Kennebunk voters could cast ballots Nov. 2 on whether to release the town’s right of enforcement – one that it didn’t know existed until recently – on a deed covenant concerning Barnard Tavern.  The permitting process of the Historic Preservation Commission would remain in effect. Dan King photo

KENNEBUNK – The select board has agreed unanimously to have voters decide in November whether to release the town’s right of enforcement of a covenant in a deed involving Barnard Tavern. The board and town were unaware of the covenant until recently.

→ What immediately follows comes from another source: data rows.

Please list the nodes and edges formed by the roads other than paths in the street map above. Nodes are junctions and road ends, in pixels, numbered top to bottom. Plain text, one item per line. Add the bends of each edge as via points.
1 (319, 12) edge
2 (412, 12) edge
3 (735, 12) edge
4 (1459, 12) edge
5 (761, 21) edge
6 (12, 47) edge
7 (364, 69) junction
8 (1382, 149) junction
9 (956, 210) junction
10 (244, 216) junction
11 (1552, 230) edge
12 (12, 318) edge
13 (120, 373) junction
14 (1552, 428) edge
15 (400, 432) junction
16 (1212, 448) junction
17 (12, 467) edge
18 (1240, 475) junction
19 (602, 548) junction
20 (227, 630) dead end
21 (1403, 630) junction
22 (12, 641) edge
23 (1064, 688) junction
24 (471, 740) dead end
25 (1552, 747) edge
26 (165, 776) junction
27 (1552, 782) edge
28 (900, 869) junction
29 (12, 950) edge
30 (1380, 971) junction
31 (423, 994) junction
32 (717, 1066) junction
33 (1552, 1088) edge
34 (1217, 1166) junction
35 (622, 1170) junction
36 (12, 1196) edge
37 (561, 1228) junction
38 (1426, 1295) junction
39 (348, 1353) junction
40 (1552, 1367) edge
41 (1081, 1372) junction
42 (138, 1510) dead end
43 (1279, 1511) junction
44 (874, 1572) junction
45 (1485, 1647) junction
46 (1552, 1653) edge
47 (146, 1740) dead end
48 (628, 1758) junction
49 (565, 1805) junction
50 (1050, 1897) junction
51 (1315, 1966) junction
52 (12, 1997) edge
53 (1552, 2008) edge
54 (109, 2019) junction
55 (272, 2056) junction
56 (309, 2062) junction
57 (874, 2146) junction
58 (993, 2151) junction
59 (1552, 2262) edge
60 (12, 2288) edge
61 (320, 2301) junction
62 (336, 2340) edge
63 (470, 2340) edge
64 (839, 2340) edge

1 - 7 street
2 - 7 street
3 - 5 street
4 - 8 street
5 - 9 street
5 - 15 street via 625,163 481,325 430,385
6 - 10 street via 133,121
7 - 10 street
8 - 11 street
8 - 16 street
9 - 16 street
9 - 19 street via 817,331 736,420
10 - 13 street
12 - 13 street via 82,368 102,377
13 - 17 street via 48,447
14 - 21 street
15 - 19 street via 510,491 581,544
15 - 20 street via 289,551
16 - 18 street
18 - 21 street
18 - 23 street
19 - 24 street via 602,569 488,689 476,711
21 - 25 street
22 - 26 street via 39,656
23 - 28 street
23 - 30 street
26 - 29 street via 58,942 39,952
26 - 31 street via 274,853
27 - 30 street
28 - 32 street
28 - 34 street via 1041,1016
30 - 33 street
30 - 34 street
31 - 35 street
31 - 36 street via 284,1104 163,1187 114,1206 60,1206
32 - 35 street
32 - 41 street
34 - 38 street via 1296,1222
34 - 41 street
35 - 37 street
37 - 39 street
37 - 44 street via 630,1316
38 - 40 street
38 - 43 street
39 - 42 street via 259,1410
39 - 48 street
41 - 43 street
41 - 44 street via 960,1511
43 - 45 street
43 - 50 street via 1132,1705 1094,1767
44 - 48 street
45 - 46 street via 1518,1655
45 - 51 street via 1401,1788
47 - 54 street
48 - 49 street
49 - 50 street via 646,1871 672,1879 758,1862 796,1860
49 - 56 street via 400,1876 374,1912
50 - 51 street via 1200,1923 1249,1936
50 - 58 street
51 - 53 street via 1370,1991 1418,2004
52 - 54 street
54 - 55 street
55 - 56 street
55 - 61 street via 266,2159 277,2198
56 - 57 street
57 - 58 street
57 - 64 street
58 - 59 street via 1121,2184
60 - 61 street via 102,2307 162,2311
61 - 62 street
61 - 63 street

At its July 20 meeting, the board also voted 6-1, with board member Frank Paul opposed, to have an independent look at the structure, reasoning it would assist the Historic Preservation Commission as they contemplate an application by the owners, Randy and Keri Gates, to deconstruct and reconstruct the old building. Blake Baldwin, board chair, said it would also assist Jo Johnson, who placed the covenant in the 2016 deed  to the company that purchased the property, in her decision-making.

The covenant in the 2016 deed from Johnson, as trustee of the Johnson Property Trust, to C & K Realty Corporation, stipulates the late-1700s tavern cannot be torn down. The covenant does not appear in the February 2021 deed from C & K Realty Corporation to the Randy and Keri Gates.

“If the town has it evaluated and it is not salvageable, I will release the covenant,” Johnson told the select board.

If that were to take place, the Nov. 2 vote would not be necessary.

The Historic Preservation Committee was expected to discuss Barnard Tavern at its meeting on Wednesday, July 28.

Randy and Keri Gates discovered after purchasing the property in February that the old tavern, built in the late-1700s, was not properly repaired following a mid-1970s fire. The damage was not visible to them until drywall and plaster were removed, Keri Gates said.

A structural engineer they later hired to examine the tavern turned up a number of deficiencies. According to the report by L & L Structural Engineering Services, some of the sills above the foundation are deteriorated in a location where a portion of the foundation is failing; the joists and beams on the second floor are “grossly deficient” and incapable of supporting the intended use; the beams on the second floor are fire charred and the roof beams are deficient, among other issues.

Keri Gates said after the mid-1970s fire there was never a proper structural analysis of the building.

“The last thing we wanted to do is tear that house down,” she told the select board. Keri Gates said she may be from away, but her ancestors, the Day and Littlefield families, once owned the Barnard Tavern.

“This house is tired,” said Gates, adding if nothing is done and the tavern falls in on itself, the items they hoped to salvage and use in reconstruction likely won’t be able to be saved.

A removal of the deed restriction does not take away the Historic Preservation Committee authority, Town Attorney Natalie Burns told the board. The Gates’ would need approval from the HPC to proceed with any deconstruction and reconstruction. She noted the town covenant is a right of enforcement, not an obligation of enforcement. She said there is some question whether the committee could proceed with the application, given that the covenant exists.

“It seems we want the Gates’ to succeed and preserve, as best they can,  an historic building in this community,” said Baldwin.  He said putting the matter on the ballot would not slow the process down, as other matters, like the later decision to hire a professional to peer review the structural report, were proceeding.

Johnson said she had been talking to Kennebunk’s code enforcement office and others in the town hall for several months, looking for guidance.

She said if the engineer the town hires and the Historic Preservation Committee “both feel the Barnard Tavern cannot be saved and will agree with whatever is presented to them as the way it should be taken down,” she will release the covenant.

The tavern was built by Joseph Barnard in the late-1700s. Barnard, who drove the first mail coach from Portsmouth, New Hampshire, to Portland in 1787, and later became Kennebunk’s second postmaster, operated a hotel there until his death in 1817. His widow, Rachel, ran the tavern until 1823, when she sold it to Timothy Frost. He operated it until 1853. The property became a farm during the Civil War, later became a rooming house, and later still a family home. It has been vacant for the past several years.